Record excerpts:
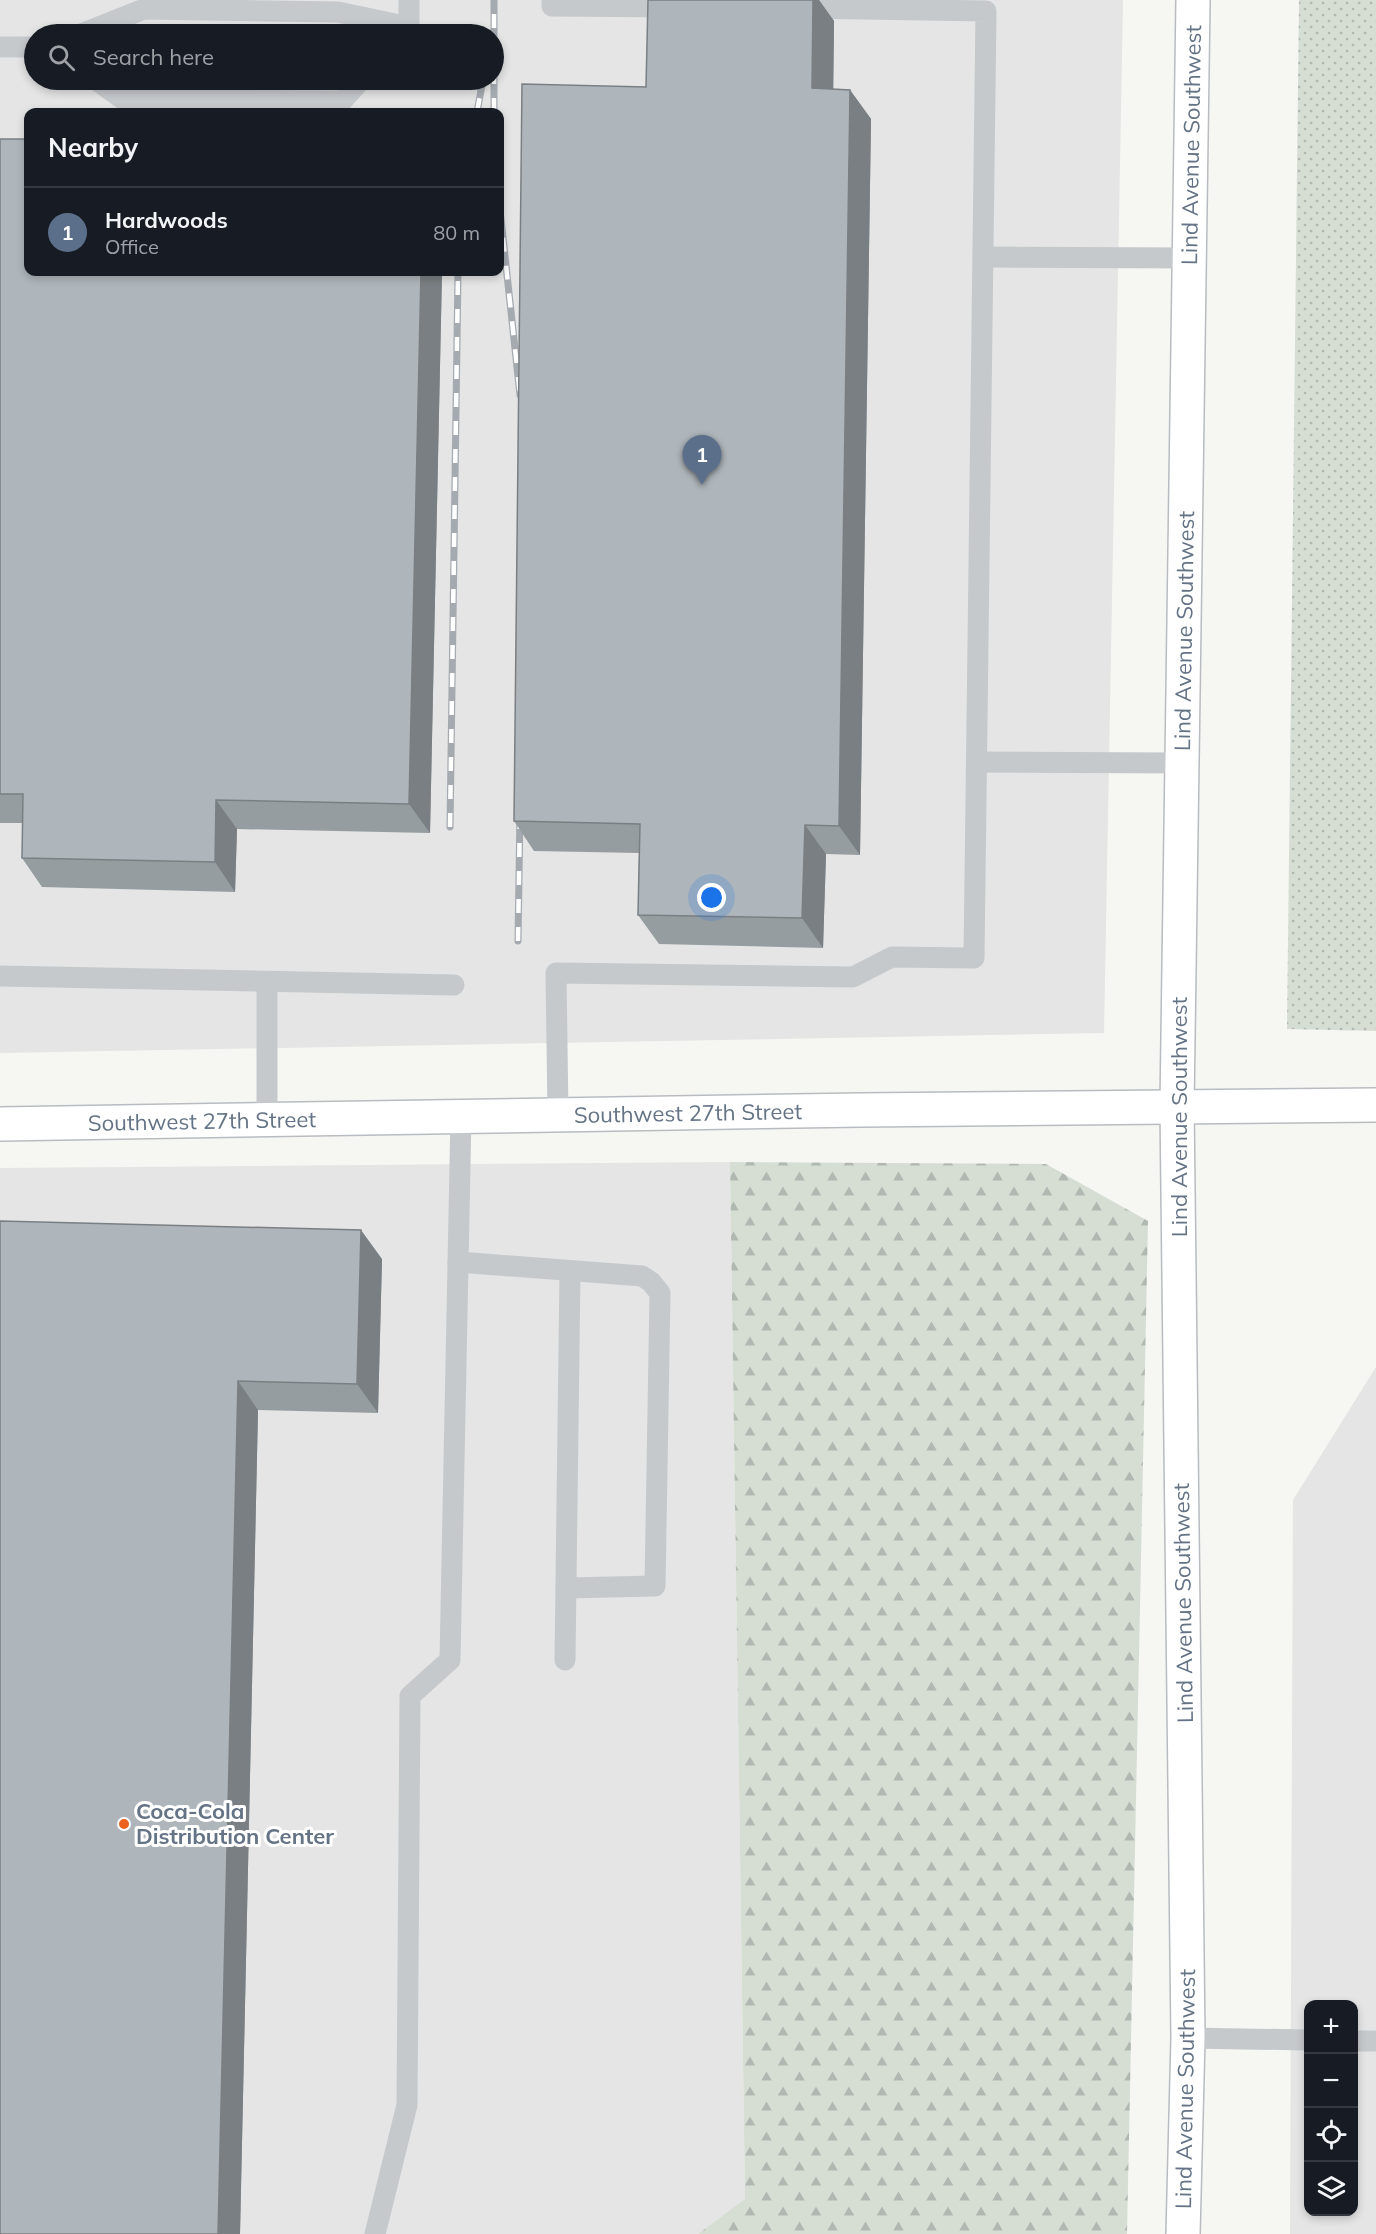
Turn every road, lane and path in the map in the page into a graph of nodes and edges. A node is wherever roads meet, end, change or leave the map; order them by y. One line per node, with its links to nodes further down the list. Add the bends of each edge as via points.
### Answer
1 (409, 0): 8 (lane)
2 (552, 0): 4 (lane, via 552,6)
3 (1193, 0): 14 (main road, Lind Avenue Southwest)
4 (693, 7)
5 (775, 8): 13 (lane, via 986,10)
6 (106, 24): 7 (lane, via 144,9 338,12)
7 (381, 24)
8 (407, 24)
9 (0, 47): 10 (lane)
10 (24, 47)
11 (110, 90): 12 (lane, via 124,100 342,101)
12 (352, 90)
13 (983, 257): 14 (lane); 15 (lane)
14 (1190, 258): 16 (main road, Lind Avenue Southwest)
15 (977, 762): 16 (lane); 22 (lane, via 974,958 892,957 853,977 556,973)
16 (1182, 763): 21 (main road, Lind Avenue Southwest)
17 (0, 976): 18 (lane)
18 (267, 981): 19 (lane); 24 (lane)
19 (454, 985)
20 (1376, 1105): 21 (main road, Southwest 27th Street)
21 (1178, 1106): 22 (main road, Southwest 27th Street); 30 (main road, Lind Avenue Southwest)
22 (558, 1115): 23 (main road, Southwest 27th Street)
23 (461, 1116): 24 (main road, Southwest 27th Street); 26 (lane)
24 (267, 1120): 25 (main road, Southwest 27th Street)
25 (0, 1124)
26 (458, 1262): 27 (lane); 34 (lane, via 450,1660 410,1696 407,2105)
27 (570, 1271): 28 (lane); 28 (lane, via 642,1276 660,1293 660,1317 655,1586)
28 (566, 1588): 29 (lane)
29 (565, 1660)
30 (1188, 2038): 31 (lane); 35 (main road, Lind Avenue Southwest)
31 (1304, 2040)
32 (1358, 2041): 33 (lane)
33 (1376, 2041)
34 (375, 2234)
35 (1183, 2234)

--

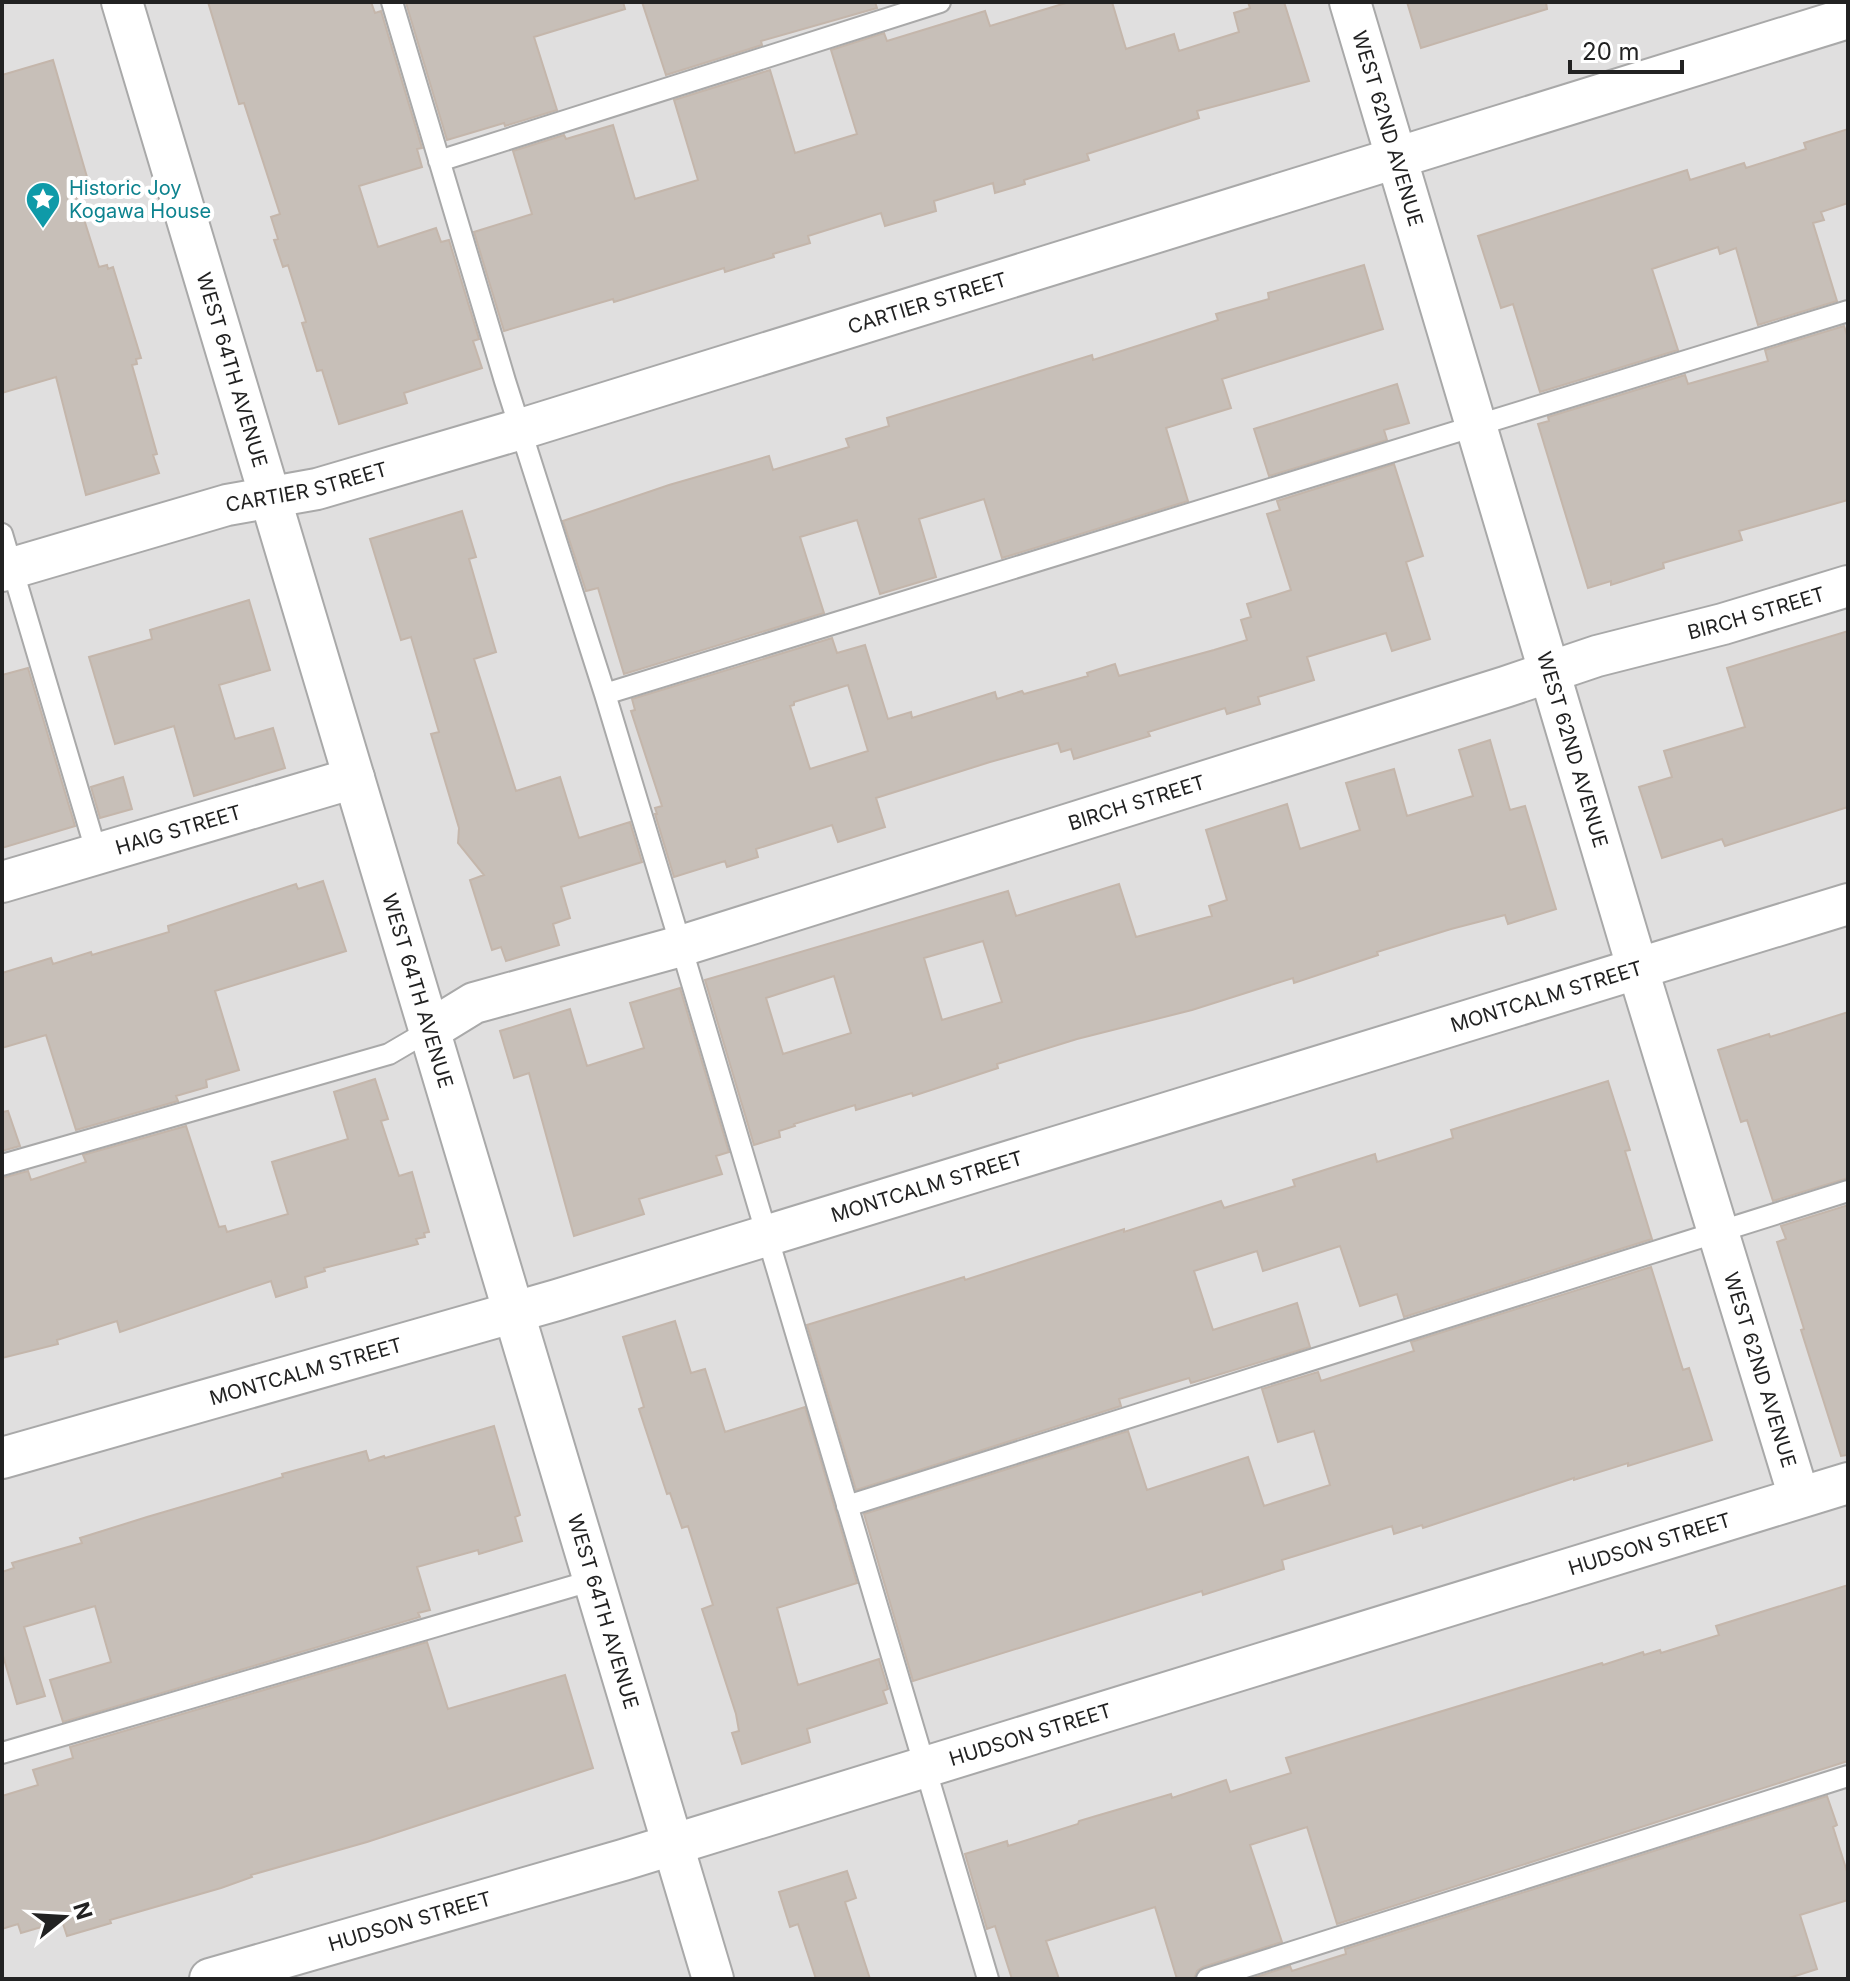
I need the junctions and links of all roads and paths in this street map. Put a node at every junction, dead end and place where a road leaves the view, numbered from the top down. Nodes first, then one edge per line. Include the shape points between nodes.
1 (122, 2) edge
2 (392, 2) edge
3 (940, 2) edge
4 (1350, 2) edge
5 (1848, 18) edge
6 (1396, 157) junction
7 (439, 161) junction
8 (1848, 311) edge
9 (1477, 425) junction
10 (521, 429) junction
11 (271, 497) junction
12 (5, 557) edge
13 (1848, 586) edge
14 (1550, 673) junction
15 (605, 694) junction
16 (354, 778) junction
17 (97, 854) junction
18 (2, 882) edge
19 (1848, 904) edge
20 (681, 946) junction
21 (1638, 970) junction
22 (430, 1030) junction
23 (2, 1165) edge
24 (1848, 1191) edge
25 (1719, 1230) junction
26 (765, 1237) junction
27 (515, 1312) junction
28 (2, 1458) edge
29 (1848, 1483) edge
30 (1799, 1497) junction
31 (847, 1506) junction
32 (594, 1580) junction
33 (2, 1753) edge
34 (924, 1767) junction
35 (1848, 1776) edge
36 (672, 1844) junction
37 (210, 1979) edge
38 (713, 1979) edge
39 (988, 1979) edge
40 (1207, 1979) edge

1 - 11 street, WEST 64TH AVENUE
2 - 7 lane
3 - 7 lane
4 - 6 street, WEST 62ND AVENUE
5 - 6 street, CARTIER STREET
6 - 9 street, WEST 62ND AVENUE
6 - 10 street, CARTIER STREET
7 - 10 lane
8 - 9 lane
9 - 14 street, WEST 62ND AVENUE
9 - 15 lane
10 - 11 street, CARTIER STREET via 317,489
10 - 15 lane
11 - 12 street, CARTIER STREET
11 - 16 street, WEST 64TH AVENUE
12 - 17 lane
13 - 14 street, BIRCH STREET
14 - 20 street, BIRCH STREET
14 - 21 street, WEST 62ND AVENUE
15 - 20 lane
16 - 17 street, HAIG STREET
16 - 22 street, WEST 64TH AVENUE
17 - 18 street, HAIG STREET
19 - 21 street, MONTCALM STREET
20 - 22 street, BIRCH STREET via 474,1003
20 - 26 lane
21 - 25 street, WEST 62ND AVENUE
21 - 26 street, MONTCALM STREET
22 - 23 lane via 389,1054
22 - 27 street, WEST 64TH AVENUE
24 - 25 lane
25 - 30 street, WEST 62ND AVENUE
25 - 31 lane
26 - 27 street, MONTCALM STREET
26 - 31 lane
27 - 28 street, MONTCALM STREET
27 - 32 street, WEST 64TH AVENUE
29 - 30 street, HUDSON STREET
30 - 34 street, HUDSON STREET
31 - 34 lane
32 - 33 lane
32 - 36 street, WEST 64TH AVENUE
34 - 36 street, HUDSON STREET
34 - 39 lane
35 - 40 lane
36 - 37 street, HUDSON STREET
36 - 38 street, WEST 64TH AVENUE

==

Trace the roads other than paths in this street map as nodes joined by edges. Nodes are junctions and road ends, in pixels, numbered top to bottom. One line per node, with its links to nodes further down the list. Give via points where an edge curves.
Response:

About this exercise: For each line above that holds the string "further", provide a copy of that line.

Task output:
Turn every road, lane and path in the map in the page into a graph of nodes and edges. A node is wherever roads meet, end, change or leave the map; order them by y. One line per node, with its links to nodes further down the list. Add the bends of each edge as via points.
Trace the roads other than paths in this street map as nodes joined by edges. Nodes are junctions and road ends, in pixels, numbered top to bottom. One line per node, with its links to nodes further down the list. Give via points where an edge curves.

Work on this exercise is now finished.